§ TASK TO CARRY OUT:
Return exactly those lines of the material below that fall between the line holding "[10 1233 70 1 230 230 230]" and the line holding "[10 1233 1 39 230 230 230]", inclusive.

§ MATERIAL FOR THE TASK:
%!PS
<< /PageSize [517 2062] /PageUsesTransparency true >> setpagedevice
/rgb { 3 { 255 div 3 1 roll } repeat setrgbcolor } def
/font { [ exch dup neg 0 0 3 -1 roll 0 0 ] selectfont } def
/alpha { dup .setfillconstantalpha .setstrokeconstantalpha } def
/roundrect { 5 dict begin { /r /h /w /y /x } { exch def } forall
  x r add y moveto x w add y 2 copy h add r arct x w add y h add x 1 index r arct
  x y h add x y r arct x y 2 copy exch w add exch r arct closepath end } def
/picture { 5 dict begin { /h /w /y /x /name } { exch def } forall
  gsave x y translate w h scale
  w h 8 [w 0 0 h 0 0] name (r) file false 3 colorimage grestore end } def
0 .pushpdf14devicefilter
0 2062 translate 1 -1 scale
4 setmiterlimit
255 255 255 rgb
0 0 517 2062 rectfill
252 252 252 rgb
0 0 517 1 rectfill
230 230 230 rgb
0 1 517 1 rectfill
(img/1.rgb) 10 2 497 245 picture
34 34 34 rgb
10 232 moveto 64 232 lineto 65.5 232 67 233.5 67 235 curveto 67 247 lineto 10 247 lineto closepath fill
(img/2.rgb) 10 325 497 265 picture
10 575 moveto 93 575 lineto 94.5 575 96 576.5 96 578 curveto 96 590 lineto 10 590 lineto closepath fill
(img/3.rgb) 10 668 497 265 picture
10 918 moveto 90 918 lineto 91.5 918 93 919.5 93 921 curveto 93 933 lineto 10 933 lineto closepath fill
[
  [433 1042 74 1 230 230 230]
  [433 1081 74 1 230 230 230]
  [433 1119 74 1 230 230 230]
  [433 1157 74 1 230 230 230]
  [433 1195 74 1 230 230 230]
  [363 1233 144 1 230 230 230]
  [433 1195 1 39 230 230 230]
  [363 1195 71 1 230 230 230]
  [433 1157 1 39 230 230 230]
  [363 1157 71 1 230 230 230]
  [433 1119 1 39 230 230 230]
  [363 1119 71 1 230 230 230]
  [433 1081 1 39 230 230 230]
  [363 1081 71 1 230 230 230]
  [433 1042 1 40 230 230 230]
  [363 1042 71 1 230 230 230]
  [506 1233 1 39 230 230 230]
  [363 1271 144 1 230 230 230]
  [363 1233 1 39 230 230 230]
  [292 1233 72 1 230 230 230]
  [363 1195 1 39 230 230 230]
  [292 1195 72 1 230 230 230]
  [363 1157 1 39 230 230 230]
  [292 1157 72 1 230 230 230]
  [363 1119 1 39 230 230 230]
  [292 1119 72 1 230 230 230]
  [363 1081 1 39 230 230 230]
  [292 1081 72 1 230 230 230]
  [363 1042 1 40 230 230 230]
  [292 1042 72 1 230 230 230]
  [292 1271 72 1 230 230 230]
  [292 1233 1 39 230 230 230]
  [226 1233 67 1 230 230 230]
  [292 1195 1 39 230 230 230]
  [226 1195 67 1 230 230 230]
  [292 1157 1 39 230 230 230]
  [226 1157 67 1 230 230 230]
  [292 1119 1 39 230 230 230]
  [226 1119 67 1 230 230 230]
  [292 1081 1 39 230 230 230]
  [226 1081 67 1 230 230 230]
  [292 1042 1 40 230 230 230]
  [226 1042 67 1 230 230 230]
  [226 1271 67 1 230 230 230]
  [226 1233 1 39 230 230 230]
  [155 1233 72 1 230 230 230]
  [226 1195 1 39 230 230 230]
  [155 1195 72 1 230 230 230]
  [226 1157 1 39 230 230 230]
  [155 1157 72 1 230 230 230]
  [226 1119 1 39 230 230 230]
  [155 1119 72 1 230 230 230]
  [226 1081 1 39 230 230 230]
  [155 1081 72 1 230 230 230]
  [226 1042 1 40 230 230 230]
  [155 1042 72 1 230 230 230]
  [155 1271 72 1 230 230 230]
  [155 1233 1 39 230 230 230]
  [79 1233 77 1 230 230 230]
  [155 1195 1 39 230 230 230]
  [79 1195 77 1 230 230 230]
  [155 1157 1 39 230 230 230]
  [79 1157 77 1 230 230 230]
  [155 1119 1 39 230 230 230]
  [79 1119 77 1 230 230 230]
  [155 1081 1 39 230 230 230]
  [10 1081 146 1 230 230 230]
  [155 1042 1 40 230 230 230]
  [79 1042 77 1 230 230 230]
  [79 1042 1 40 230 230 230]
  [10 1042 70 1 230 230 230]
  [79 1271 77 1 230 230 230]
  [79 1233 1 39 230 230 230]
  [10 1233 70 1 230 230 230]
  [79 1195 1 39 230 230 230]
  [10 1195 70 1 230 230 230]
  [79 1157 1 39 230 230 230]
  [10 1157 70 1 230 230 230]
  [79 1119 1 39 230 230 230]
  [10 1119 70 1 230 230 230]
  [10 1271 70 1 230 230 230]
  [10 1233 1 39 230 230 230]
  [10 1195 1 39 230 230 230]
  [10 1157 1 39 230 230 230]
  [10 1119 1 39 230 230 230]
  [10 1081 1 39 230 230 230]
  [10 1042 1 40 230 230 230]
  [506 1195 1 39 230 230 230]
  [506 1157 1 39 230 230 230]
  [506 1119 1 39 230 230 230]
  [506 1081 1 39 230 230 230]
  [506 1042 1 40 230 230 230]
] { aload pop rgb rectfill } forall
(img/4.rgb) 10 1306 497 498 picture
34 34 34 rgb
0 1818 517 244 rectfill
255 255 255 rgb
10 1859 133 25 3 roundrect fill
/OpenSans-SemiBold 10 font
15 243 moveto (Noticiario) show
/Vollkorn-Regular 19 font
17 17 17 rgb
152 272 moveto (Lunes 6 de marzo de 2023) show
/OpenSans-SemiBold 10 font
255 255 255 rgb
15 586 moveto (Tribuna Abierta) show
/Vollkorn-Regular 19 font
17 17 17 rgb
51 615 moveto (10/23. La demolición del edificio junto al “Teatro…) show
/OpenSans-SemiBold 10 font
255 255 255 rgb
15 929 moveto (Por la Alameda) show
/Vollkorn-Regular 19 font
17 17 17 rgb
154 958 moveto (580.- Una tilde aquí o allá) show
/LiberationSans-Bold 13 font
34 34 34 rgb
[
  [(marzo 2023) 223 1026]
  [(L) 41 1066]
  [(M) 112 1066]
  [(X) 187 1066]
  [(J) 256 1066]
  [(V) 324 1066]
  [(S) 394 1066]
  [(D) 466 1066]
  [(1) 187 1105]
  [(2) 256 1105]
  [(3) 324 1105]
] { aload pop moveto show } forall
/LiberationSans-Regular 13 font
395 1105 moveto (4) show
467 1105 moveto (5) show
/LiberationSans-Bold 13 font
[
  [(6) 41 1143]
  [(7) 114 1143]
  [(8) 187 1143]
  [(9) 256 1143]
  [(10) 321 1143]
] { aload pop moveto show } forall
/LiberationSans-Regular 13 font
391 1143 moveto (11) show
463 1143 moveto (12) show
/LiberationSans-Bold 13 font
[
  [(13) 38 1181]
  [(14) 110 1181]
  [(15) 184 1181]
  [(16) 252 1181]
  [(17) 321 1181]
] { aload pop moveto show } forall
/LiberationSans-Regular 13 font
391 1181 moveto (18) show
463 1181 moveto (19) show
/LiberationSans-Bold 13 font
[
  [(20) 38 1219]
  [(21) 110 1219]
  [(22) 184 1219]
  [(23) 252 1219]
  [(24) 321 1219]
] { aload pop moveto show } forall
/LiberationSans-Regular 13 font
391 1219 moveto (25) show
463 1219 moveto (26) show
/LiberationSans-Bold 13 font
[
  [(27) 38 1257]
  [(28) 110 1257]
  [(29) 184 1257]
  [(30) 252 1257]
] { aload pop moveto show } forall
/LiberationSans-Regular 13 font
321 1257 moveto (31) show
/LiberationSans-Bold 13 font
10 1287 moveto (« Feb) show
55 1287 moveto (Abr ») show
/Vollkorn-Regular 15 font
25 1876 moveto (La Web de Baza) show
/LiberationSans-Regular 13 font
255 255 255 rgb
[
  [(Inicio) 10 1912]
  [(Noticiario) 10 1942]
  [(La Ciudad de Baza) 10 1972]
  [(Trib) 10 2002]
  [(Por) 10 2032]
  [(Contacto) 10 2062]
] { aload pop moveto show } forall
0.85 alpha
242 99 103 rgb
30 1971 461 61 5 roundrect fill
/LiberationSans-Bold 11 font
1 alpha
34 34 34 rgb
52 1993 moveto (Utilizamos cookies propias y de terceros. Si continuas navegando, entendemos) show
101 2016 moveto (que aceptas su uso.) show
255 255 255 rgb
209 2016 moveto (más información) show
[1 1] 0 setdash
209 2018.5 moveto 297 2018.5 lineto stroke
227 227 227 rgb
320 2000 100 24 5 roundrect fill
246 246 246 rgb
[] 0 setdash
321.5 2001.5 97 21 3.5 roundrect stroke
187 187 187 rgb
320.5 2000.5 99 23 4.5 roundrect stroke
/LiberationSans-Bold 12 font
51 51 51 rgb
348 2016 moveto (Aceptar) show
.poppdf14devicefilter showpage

§ ANSWER FOR THE TASK:
  [10 1233 70 1 230 230 230]
  [79 1195 1 39 230 230 230]
  [10 1195 70 1 230 230 230]
  [79 1157 1 39 230 230 230]
  [10 1157 70 1 230 230 230]
  [79 1119 1 39 230 230 230]
  [10 1119 70 1 230 230 230]
  [10 1271 70 1 230 230 230]
  [10 1233 1 39 230 230 230]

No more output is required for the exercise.